When legendary Australian singer Renee Geyer died in January this year, there was the expected outpouring of tributes and reminiscences.
Not all of these were accurate, alas. For instance, the ABC’s piece on Geyer’s death includes this entirely false claim:
Nonsense. Geyer’s biggest hit was 1981’s ‘Say I Love You’, which peaked at #5. And she had 3 other singles which got higher than #31:
- ‘Stares And Whispers’, 1976, #17
- ‘Do You Know What I Mean?’, 1981, #29
- ‘All My Love’, 1985, #28
That last hit is the one I want to discuss here. It’s from my favourite Renee album, 1985’s Sing To Me. That was her only album for Warners/WEA, having started her recording career on Mushroom. It also provides yet another example of how pop star memories can be fallible.
Here’s that hit to get us in the mood.
Renee herself was not a fan of Sing To Me. Here’s her typically blunt assessment from her 2000 autobiography Confessions Of A Difficult Woman:
I tried to carry on through the eighties after Mushroom let me go. I approached Warner Brothers (WEA) — just rang up without representation, made an appointment and went by myself to talk to Peter Ikin, head of A&R at the time. My spiel must have been good because he signed me immediately. ‘Sing to Me’ was the album that resulted, and I have to say it was a stinker. It was probably the single most terrible record I’ve ever made. There were no redeeming features (well, maybe just the title track, a Don Walker song). I was a music moron.
According to an interview Renee gave to the Canberra Times in 1985, Ikin signed her after hearing a demo of ‘Faithful Love’ she’d already recorded (and which ended up on the album). So a little more than a “spiel” was involved, it seems.
The album was a star-studded affair. As well as Don Walker, it included songs composed by Tim Finn (then recently ex-Split Enz) and Dragon’s Alan Mansfield and Todd Hunter. Eurogliders’ Amanda Vincent contributed keyboards, and Venetta Fields and Mark Williams popped up on backing vocals.
Sing To Me is a deeply mid-1980s record, awash with synths and funky bass. That’s why I like it. Renee was and is welcome to hate it. Opinions differ.
However, the very next paragraph in Confessions Of A Difficult Woman gave me more substantial pause:
After one single, Warners dropped me, and Peter Ikin sent my representative at the time a letter. It said something like, ‘We really respect Renee as one of our great singers but we don’t think that her greatness as a singer translates to record sales.’ In other words, you’re OK, but get out of the recording business.
I know this isn’t true. Why? Because I clearly remember when the second single from Sing To Me, the Tim Finn-composed ‘Every Day Of The Week’, was released, with the video popping up on Countdown and being carefully recorded by me on VHS.

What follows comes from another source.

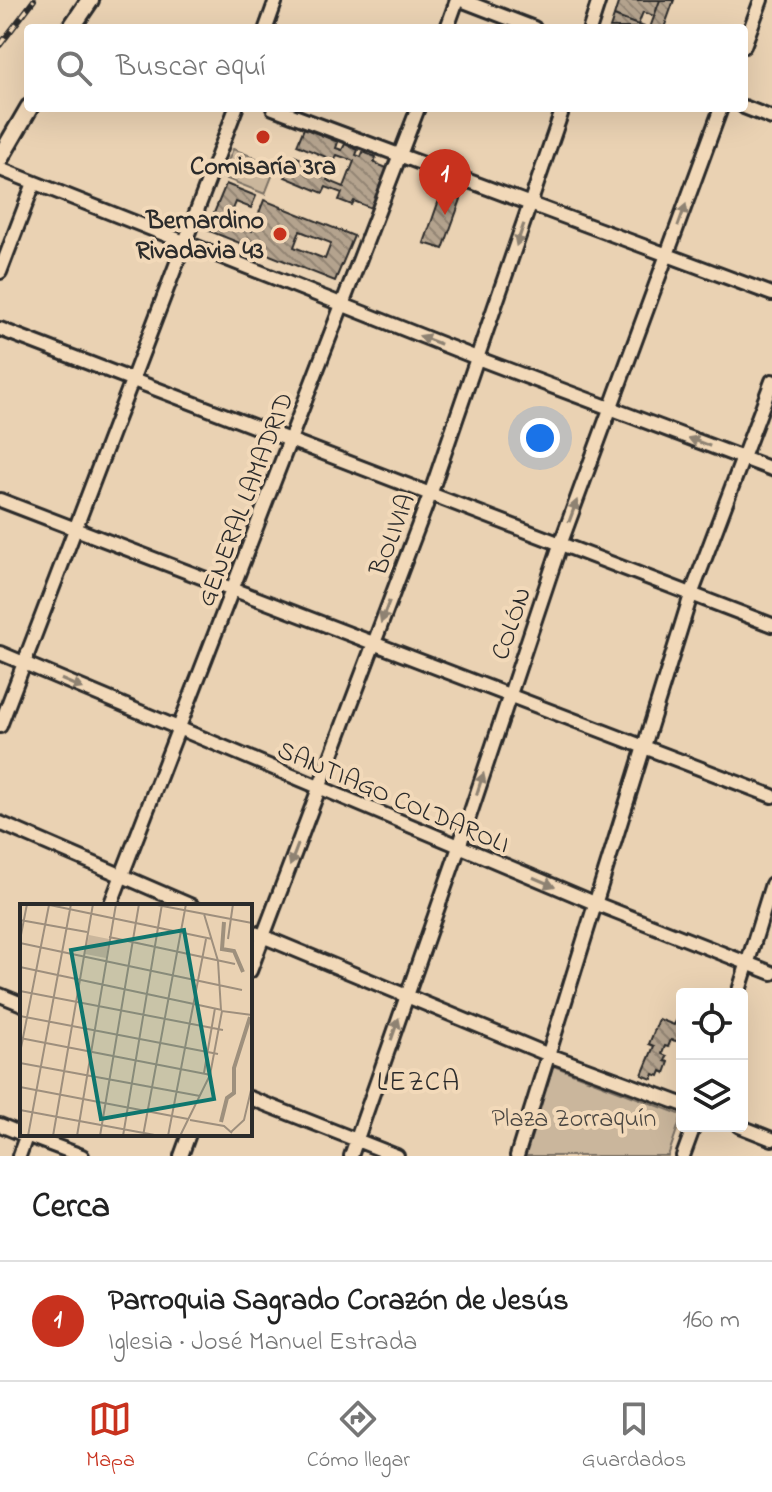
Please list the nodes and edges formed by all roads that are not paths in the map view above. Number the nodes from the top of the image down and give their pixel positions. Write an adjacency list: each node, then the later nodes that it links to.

I own both this single and ‘All My Love’ on vinyl. Despite the Finn pedigree and the cheerfully camp video, the song was a very minor hit, reaching #88.
What I hadn’t realised until researching this piece was that Sing To Me also produced a third single, ‘Faithful Love’. It didn’t chart, and WEA didn’t even run to a video or even a picture sleeve this time around.
So I don’t doubt that Renee got dropped. But all the evidence suggests that was after three singles were released, not just one. WEA gave up, but not quite that quickly.
Renee’s own comments at the time also suggest a messier story than being dumped by letter. Interviewed (again) by the Canberra Times in 1986, she said:
The worst thing about this was that they didn’t talk about it or give even an inkling that it was going to happen. They just stopped answering calls from my representative or me.
Anyway, was Sing To Me really a flop? It reached #37, which probably wasn’t enough to make back recording costs.
The Canberra Times 1985 interview says that the album had sold 15,000 copies in Australia and she had a 3-year, 3-album contract, and the same figures pop up in the 1986 piece. The latter article makes it clear the contract included an option allowing the label to terminate early. That’s how the industry goes.
In any event, 1981’s So Lucky, which included the big hit ‘Say I Love You’, only got to #31. Not a whole lot better.
WEA obviously though there was enough life in it to reissue it on CD in the mid-1990s as part of its ‘Original Masters’ cut-price range. Which is, of course, when I picked it up. (Note the FULL DIGITAL RECORDING boast on the cover. We cared about that stuff at the time.)
The lesson? Angry pop stars don’t have perfect memories. But that’s OK, as long as they produce the goods. Thanks Renee.